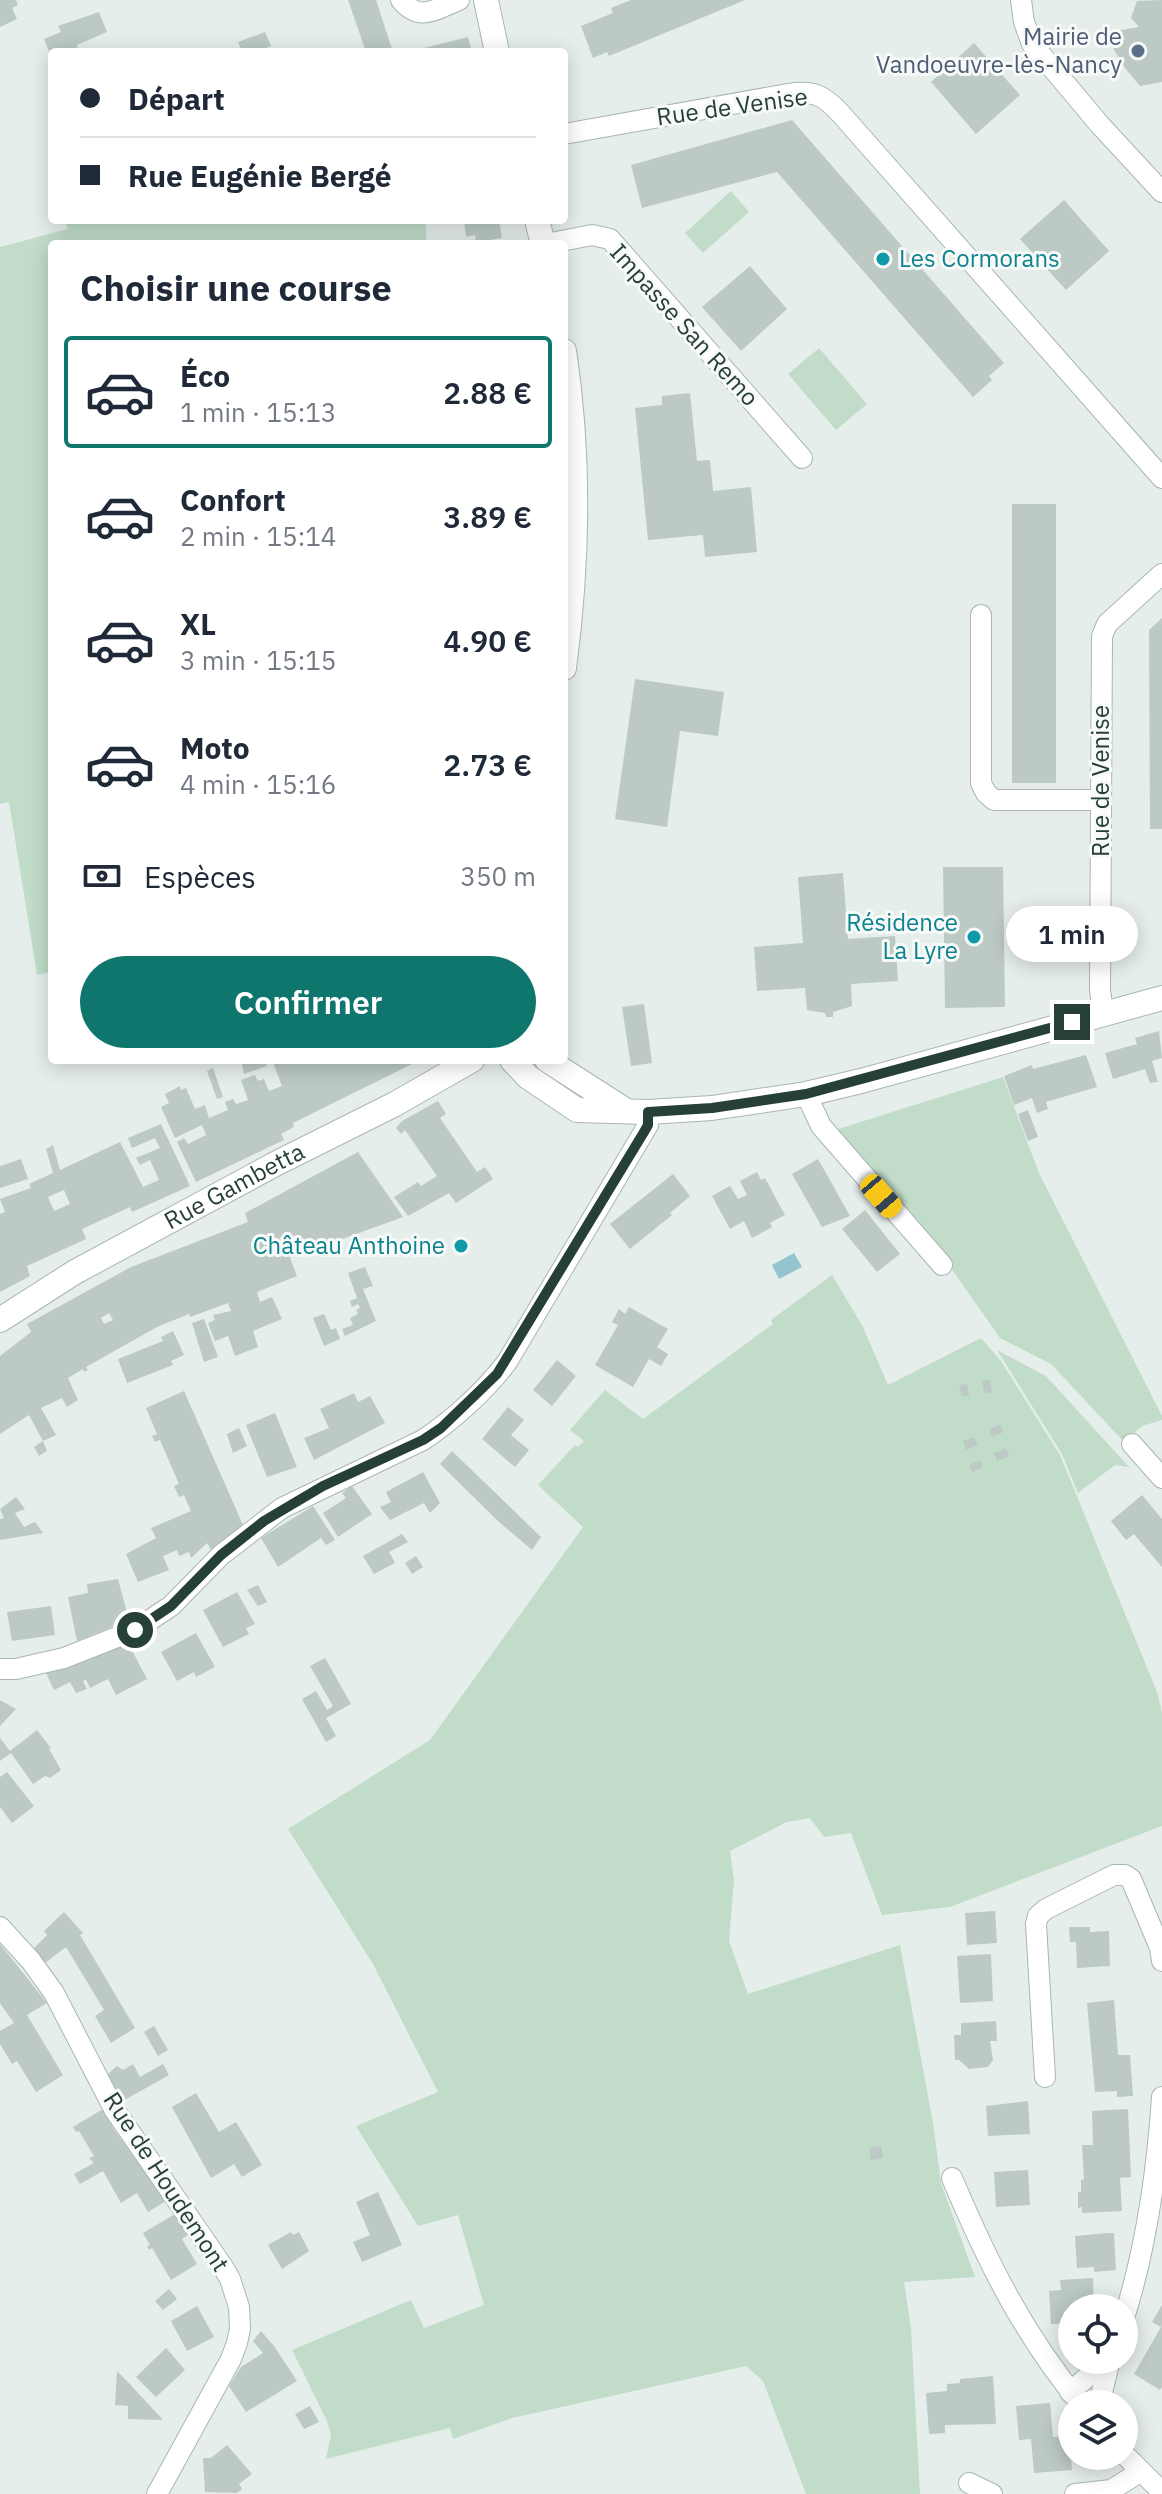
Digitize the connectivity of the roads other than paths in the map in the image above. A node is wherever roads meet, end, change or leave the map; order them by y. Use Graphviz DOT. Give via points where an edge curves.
graph roads {
  1 [pos="401,0"];
  2 [pos="459,0"];
  3 [pos="486,0"];
  4 [pos="1021,0"];
  5 [pos="496,48"];
  6 [pos="568,133"];
  7 [pos="1162,192"];
  8 [pos="565,240"];
  9 [pos="568,384"];
  10 [pos="802,458"];
  11 [pos="1162,478"];
  12 [pos="1162,574"];
  13 [pos="981,615"];
  14 [pos="568,629"];
  15 [pos="1101,800"];
  16 [pos="1162,998"];
  17 [pos="1103,1013"];
  18 [pos="465,1064"];
  19 [pos="516,1064"];
  20 [pos="554,1064"];
  21 [pos="806,1094"];
  22 [pos="638,1112"];
  23 [pos="942,1265"];
  24 [pos="0,1320"];
  25 [pos="1132,1444"];
  26 [pos="1162,1478"];
  27 [pos="1,1670"];
  28 [pos="0,1927"];
  29 [pos="1162,1961"];
  30 [pos="1045,2077"];
  31 [pos="1162,2097"];
  32 [pos="952,2178"];
  33 [pos="1131,2294"];
  34 [pos="1097,2374"];
  35 [pos="1070,2390"];
  36 [pos="1083,2390"];
  37 [pos="1138,2470"];
  38 [pos="1140,2472"];
  39 [pos="969,2483"];
  40 [pos="1162,2492"];
  41 [pos="157,2494"];
  42 [pos="992,2494"];
  43 [pos="1075,2494"];
  1 -- 2 [label="street" via="413,12 424,14"];
  3 -- 5 [label="street"];
  4 -- 7 [label="street" via="1032,44"];
  6 -- 11 [label="street, Rue de Venise" via="817,93"];
  8 -- 10 [label="street, Impasse San Remo" via="592,235 610,239"];
  9 -- 14 [label="street" via="575,517"];
  12 -- 15 [label="street, Rue de Venise" via="1104,630"];
  13 -- 15 [label="street" via="981,783 986,793 994,800"];
  15 -- 17 [label="street, Rue de Venise"];
  16 -- 17 [label="street"];
  17 -- 21 [label="street"];
  18 -- 24 [label="street, Rue Gambetta" via="75,1272"];
  19 -- 22 [label="street" via="577,1110"];
  20 -- 22 [label="street"];
  21 -- 22 [label="street"];
  21 -- 23 [label="street" via="821,1126"];
  22 -- 27 [label="street" via="648,1125 507,1362 441,1428 282,1508 147,1623 64,1658"];
  25 -- 26 [label="street"];
  28 -- 41 [label="street, Rue de Houdemont" via="54,1993 114,2109 223,2267 236,2294 240,2329 231,2359"];
  29 -- 30 [label="street" via="1125,1875 1114,1875 1038,1916"];
  31 -- 33 [label="street" via="1152,2207"];
  32 -- 35 [label="street" via="1010,2304"];
  34 -- 36 [label="street"];
  37 -- 38 [label="street"];
  38 -- 40 [label="street"];
  38 -- 43 [label="street" via="1111,2490"];
  39 -- 42 [label="street"];
}
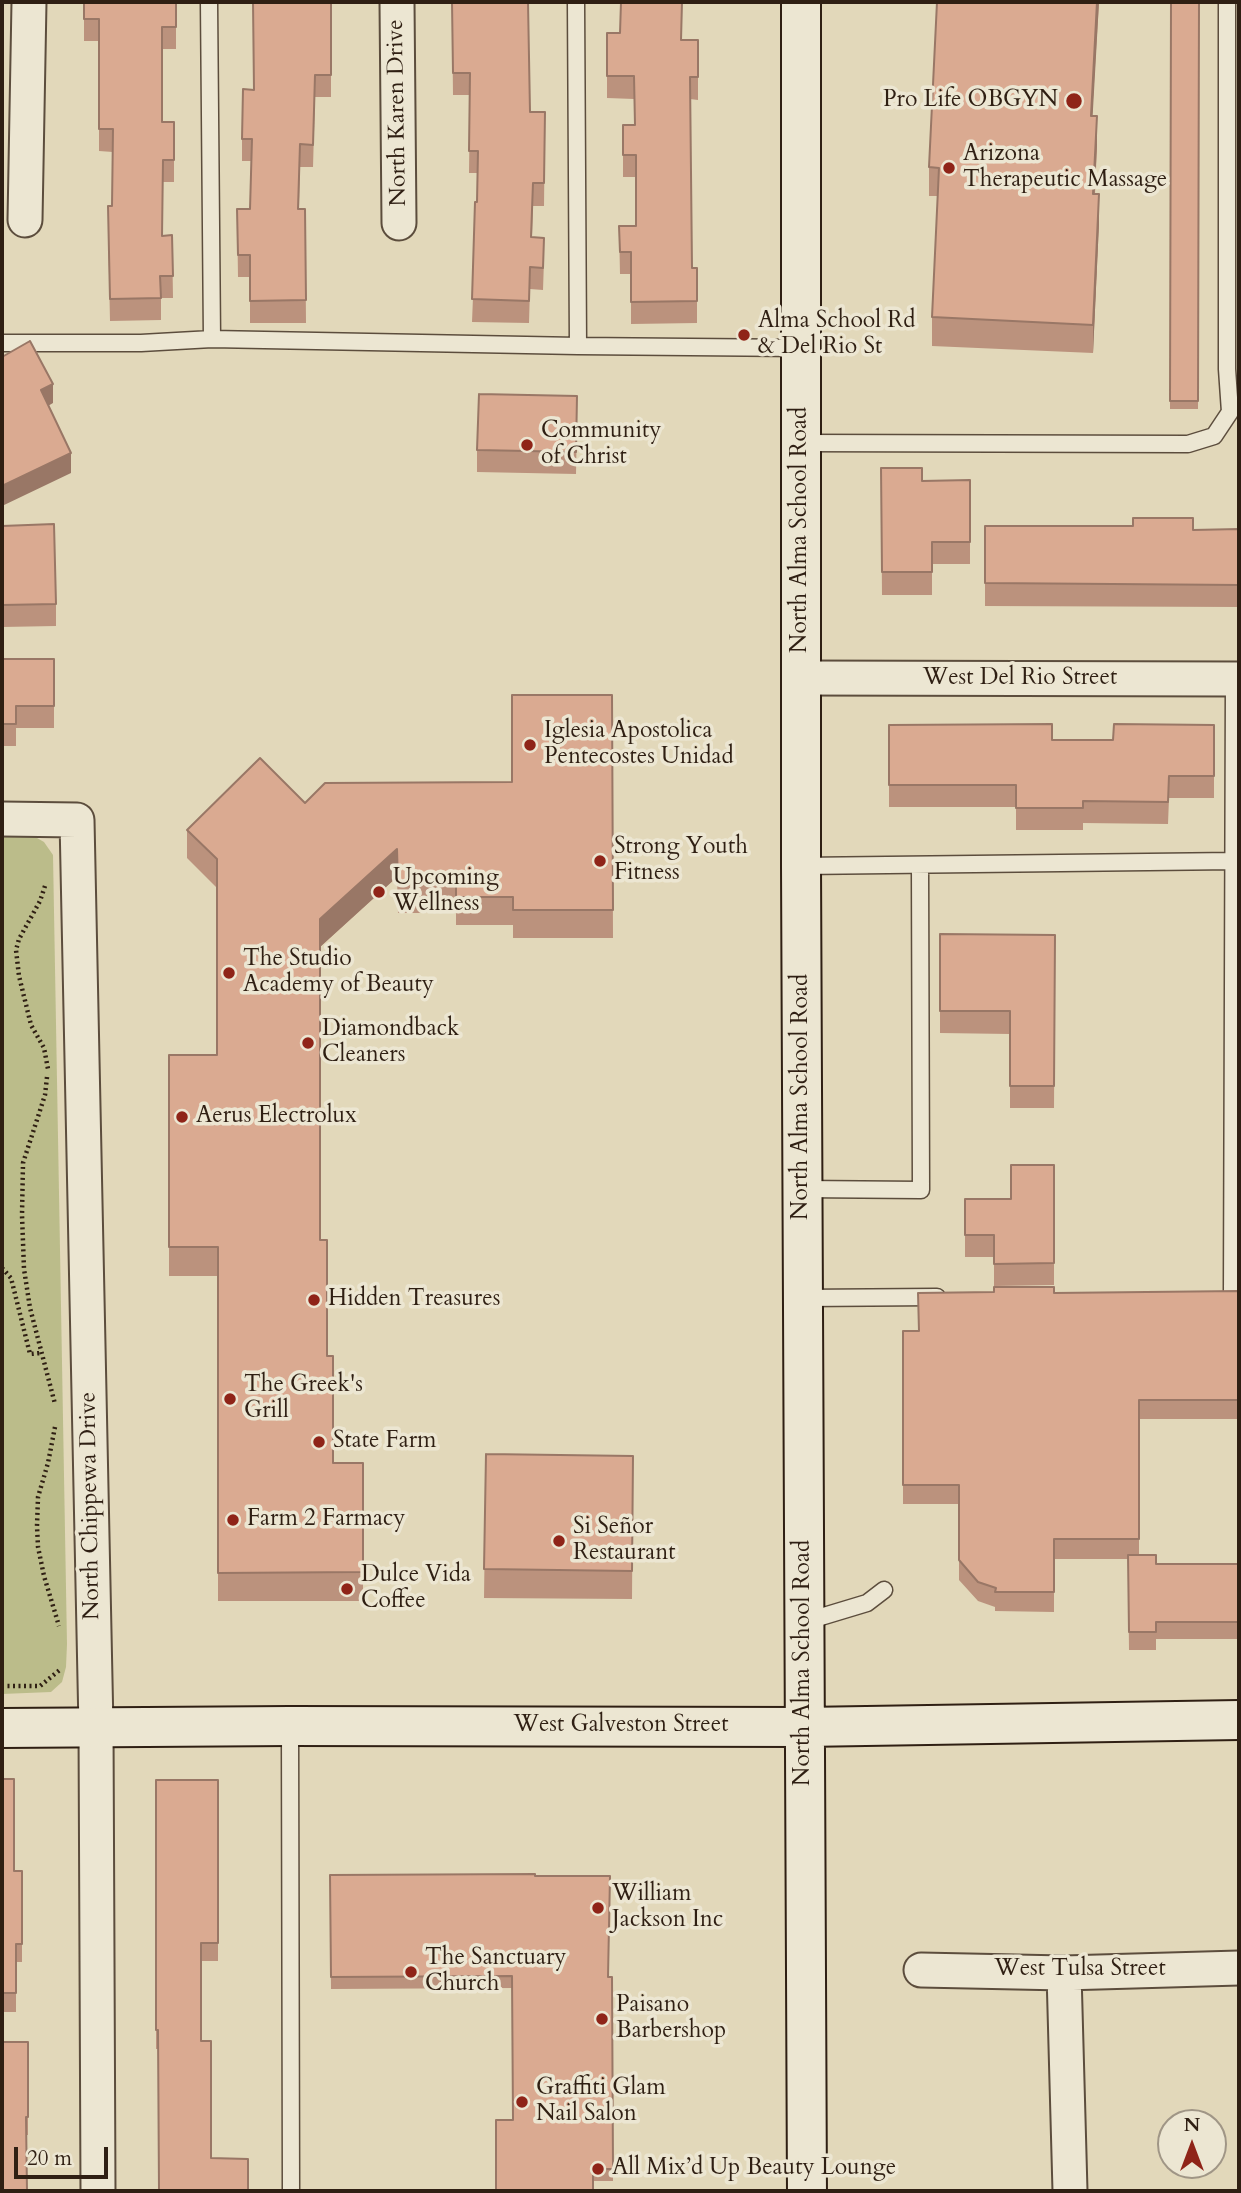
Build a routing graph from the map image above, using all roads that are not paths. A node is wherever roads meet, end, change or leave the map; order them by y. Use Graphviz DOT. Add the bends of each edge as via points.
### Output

───

Please restate the entries word for word, with all pictures left out.

→ WRITTEN REPLY:
Digitize the connectivity of the roads other than paths in the map in the image above. A node is wherever roads meet, end, change or leave the map; order them by y. Use Graphviz DOT. Give via points where an edge curves.
graph roads {
  1 [pos="401,0"];
  2 [pos="459,0"];
  3 [pos="486,0"];
  4 [pos="1021,0"];
  5 [pos="496,48"];
  6 [pos="568,133"];
  7 [pos="1162,192"];
  8 [pos="565,240"];
  9 [pos="568,384"];
  10 [pos="802,458"];
  11 [pos="1162,478"];
  12 [pos="1162,574"];
  13 [pos="981,615"];
  14 [pos="568,629"];
  15 [pos="1101,800"];
  16 [pos="1162,998"];
  17 [pos="1103,1013"];
  18 [pos="465,1064"];
  19 [pos="516,1064"];
  20 [pos="554,1064"];
  21 [pos="806,1094"];
  22 [pos="638,1112"];
  23 [pos="942,1265"];
  24 [pos="0,1320"];
  25 [pos="1132,1444"];
  26 [pos="1162,1478"];
  27 [pos="1,1670"];
  28 [pos="0,1927"];
  29 [pos="1162,1961"];
  30 [pos="1045,2077"];
  31 [pos="1162,2097"];
  32 [pos="952,2178"];
  33 [pos="1131,2294"];
  34 [pos="1097,2374"];
  35 [pos="1070,2390"];
  36 [pos="1083,2390"];
  37 [pos="1138,2470"];
  38 [pos="1140,2472"];
  39 [pos="969,2483"];
  40 [pos="1162,2492"];
  41 [pos="157,2494"];
  42 [pos="992,2494"];
  43 [pos="1075,2494"];
  1 -- 2 [label="street" via="413,12 424,14"];
  3 -- 5 [label="street"];
  4 -- 7 [label="street" via="1032,44"];
  6 -- 11 [label="street, Rue de Venise" via="817,93"];
  8 -- 10 [label="street, Impasse San Remo" via="592,235 610,239"];
  9 -- 14 [label="street" via="575,517"];
  12 -- 15 [label="street, Rue de Venise" via="1104,630"];
  13 -- 15 [label="street" via="981,783 986,793 994,800"];
  15 -- 17 [label="street, Rue de Venise"];
  16 -- 17 [label="street"];
  17 -- 21 [label="street"];
  18 -- 24 [label="street, Rue Gambetta" via="75,1272"];
  19 -- 22 [label="street" via="577,1110"];
  20 -- 22 [label="street"];
  21 -- 22 [label="street"];
  21 -- 23 [label="street" via="821,1126"];
  22 -- 27 [label="street" via="648,1125 507,1362 441,1428 282,1508 147,1623 64,1658"];
  25 -- 26 [label="street"];
  28 -- 41 [label="street, Rue de Houdemont" via="54,1993 114,2109 223,2267 236,2294 240,2329 231,2359"];
  29 -- 30 [label="street" via="1125,1875 1114,1875 1038,1916"];
  31 -- 33 [label="street" via="1152,2207"];
  32 -- 35 [label="street" via="1010,2304"];
  34 -- 36 [label="street"];
  37 -- 38 [label="street"];
  38 -- 40 [label="street"];
  38 -- 43 [label="street" via="1111,2490"];
  39 -- 42 [label="street"];
}
Build a routing graph from the map image above, using all roads that are not paths. A node is wherever roads meet, end, change or leave the map; order them by y. Use Graphviz DOT. Add the bends of each edge as via points.
### Output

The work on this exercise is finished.